-- THE PROBLEM --
Apart from the pictures, every entry below should be repeated exactly.

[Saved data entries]
^^^^^^^^

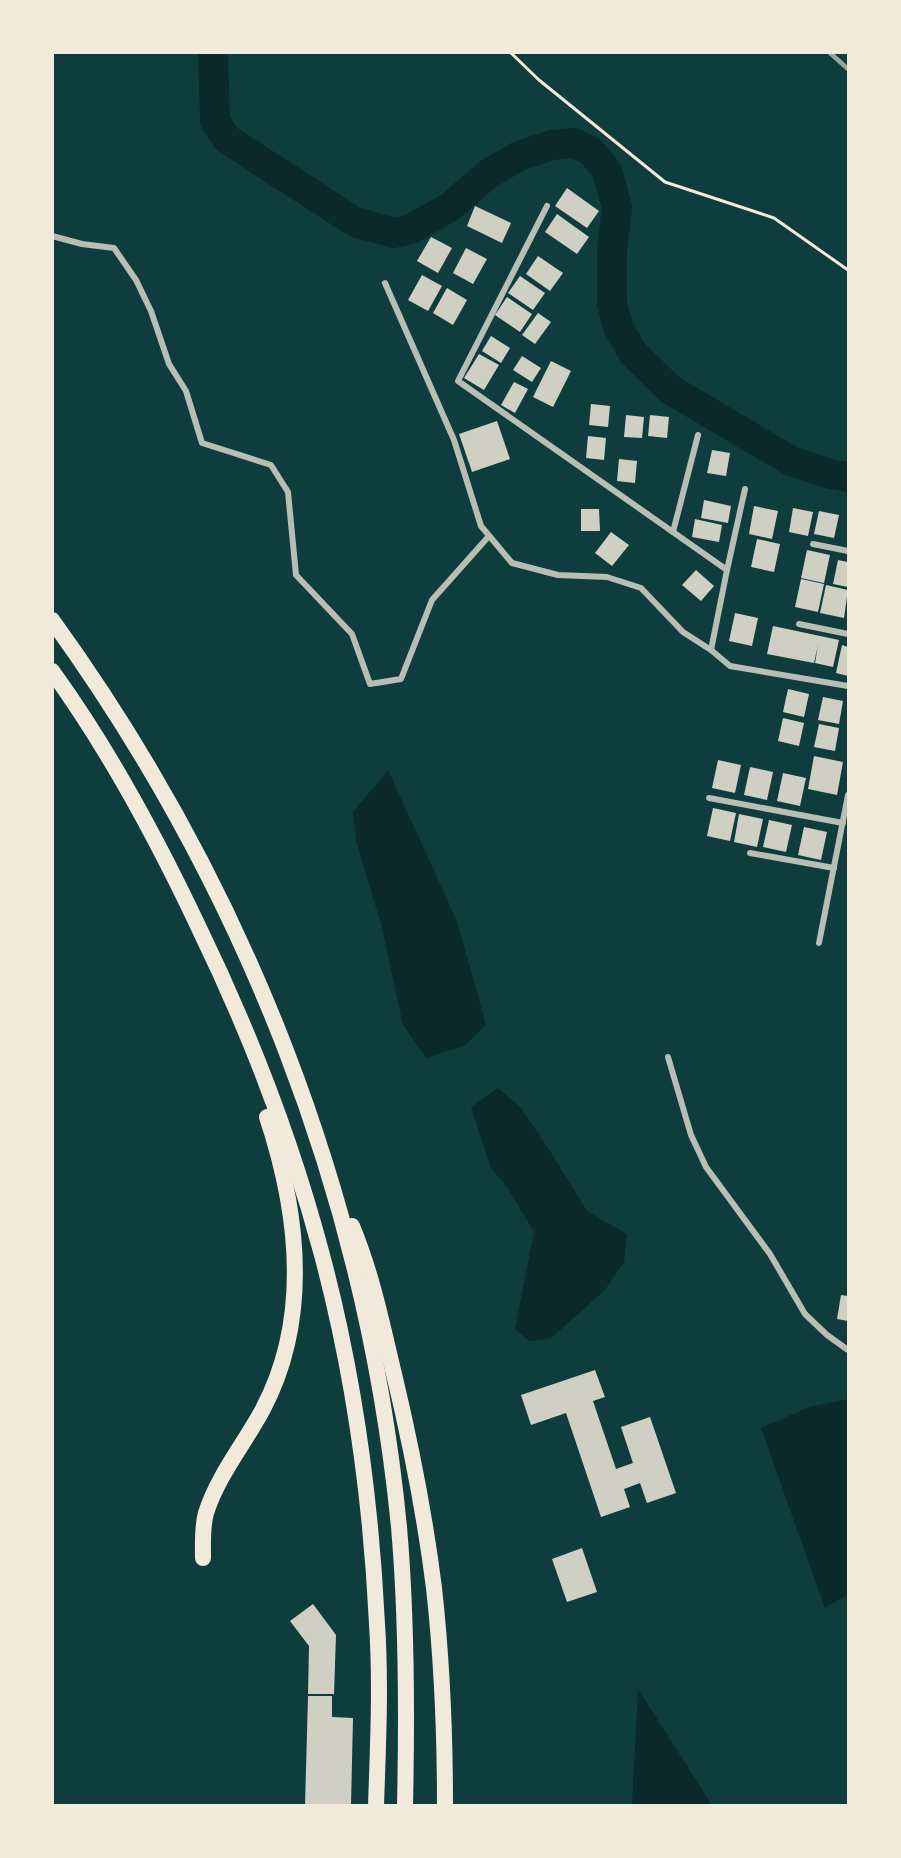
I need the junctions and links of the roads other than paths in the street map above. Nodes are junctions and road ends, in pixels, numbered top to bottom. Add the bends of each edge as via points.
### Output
1 (547, 206) dead end
2 (52, 236) edge
3 (385, 283) dead end
4 (698, 435) dead end
5 (745, 489) dead end
6 (674, 532) junction
7 (489, 536) junction
8 (813, 544) dead end
9 (849, 551) edge
10 (727, 570) junction
11 (52, 620) edge
12 (799, 624) dead end
13 (849, 634) edge
14 (711, 650) junction
15 (52, 671) edge
16 (849, 686) edge
17 (121, 777) junction
18 (849, 795) edge
19 (709, 798) dead end
20 (843, 823) junction
21 (750, 853) dead end
22 (834, 868) junction
23 (819, 943) dead end
24 (668, 1057) dead end
25 (325, 1158) junction
26 (849, 1350) edge
27 (203, 1558) dead end
28 (376, 1806) edge
29 (405, 1806) edge
30 (445, 1806) edge

1 - 6 street via 458,381
2 - 7 street via 114,248 151,311 169,364 186,392 202,443 271,465 288,492 296,575 352,634 370,684 401,679 432,600
3 - 7 street via 454,440 481,526
4 - 6 street
5 - 10 street
6 - 10 street
7 - 14 street via 512,563 558,575 607,577 641,588 683,632
8 - 9 street
10 - 14 street
11 - 25 highway via 142,753 202,861 259,982
12 - 13 street
14 - 16 street via 730,666
15 - 17 highway
17 - 27 highway via 219,990 277,1147 290,1204 295,1256 294,1302 287,1346 278,1379 206,1514
17 - 28 highway via 174,874 221,973 269,1090 322,1257 350,1382 370,1528 378,1627
18 - 20 street
19 - 20 street
20 - 22 street
21 - 22 street
22 - 23 street
24 - 26 street via 691,1135 706,1167 770,1254 805,1314
25 - 29 highway via 372,1343 399,1527 406,1692
25 - 30 highway via 363,1252 411,1450 434,1589

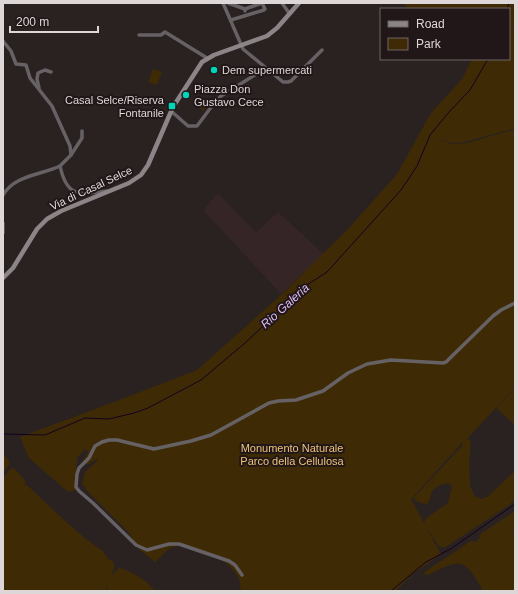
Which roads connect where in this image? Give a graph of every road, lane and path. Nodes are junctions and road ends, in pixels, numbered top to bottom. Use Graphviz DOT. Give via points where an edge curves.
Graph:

^^^^^^^^

-- ANSWER FOR THE TASK --
I need the junctions and links of the roads other than paths in the street map above. Nodes are junctions and road ends, in pixels, numbered top to bottom. Add the bends of each edge as via points.
### Output
1 (547, 206) dead end
2 (52, 236) edge
3 (385, 283) dead end
4 (698, 435) dead end
5 (745, 489) dead end
6 (674, 532) junction
7 (489, 536) junction
8 (813, 544) dead end
9 (849, 551) edge
10 (727, 570) junction
11 (52, 620) edge
12 (799, 624) dead end
13 (849, 634) edge
14 (711, 650) junction
15 (52, 671) edge
16 (849, 686) edge
17 (121, 777) junction
18 (849, 795) edge
19 (709, 798) dead end
20 (843, 823) junction
21 (750, 853) dead end
22 (834, 868) junction
23 (819, 943) dead end
24 (668, 1057) dead end
25 (325, 1158) junction
26 (849, 1350) edge
27 (203, 1558) dead end
28 (376, 1806) edge
29 (405, 1806) edge
30 (445, 1806) edge

1 - 6 street via 458,381
2 - 7 street via 114,248 151,311 169,364 186,392 202,443 271,465 288,492 296,575 352,634 370,684 401,679 432,600
3 - 7 street via 454,440 481,526
4 - 6 street
5 - 10 street
6 - 10 street
7 - 14 street via 512,563 558,575 607,577 641,588 683,632
8 - 9 street
10 - 14 street
11 - 25 highway via 142,753 202,861 259,982
12 - 13 street
14 - 16 street via 730,666
15 - 17 highway
17 - 27 highway via 219,990 277,1147 290,1204 295,1256 294,1302 287,1346 278,1379 206,1514
17 - 28 highway via 174,874 221,973 269,1090 322,1257 350,1382 370,1528 378,1627
18 - 20 street
19 - 20 street
20 - 22 street
21 - 22 street
22 - 23 street
24 - 26 street via 691,1135 706,1167 770,1254 805,1314
25 - 29 highway via 372,1343 399,1527 406,1692
25 - 30 highway via 363,1252 411,1450 434,1589

Which roads connect where in this image? Give a graph of every road, lane and path. Nodes are junctions and road ends, in pixels, numbered top to bottom. Use Graphviz DOT. Give via points where an edge curves.
Graph:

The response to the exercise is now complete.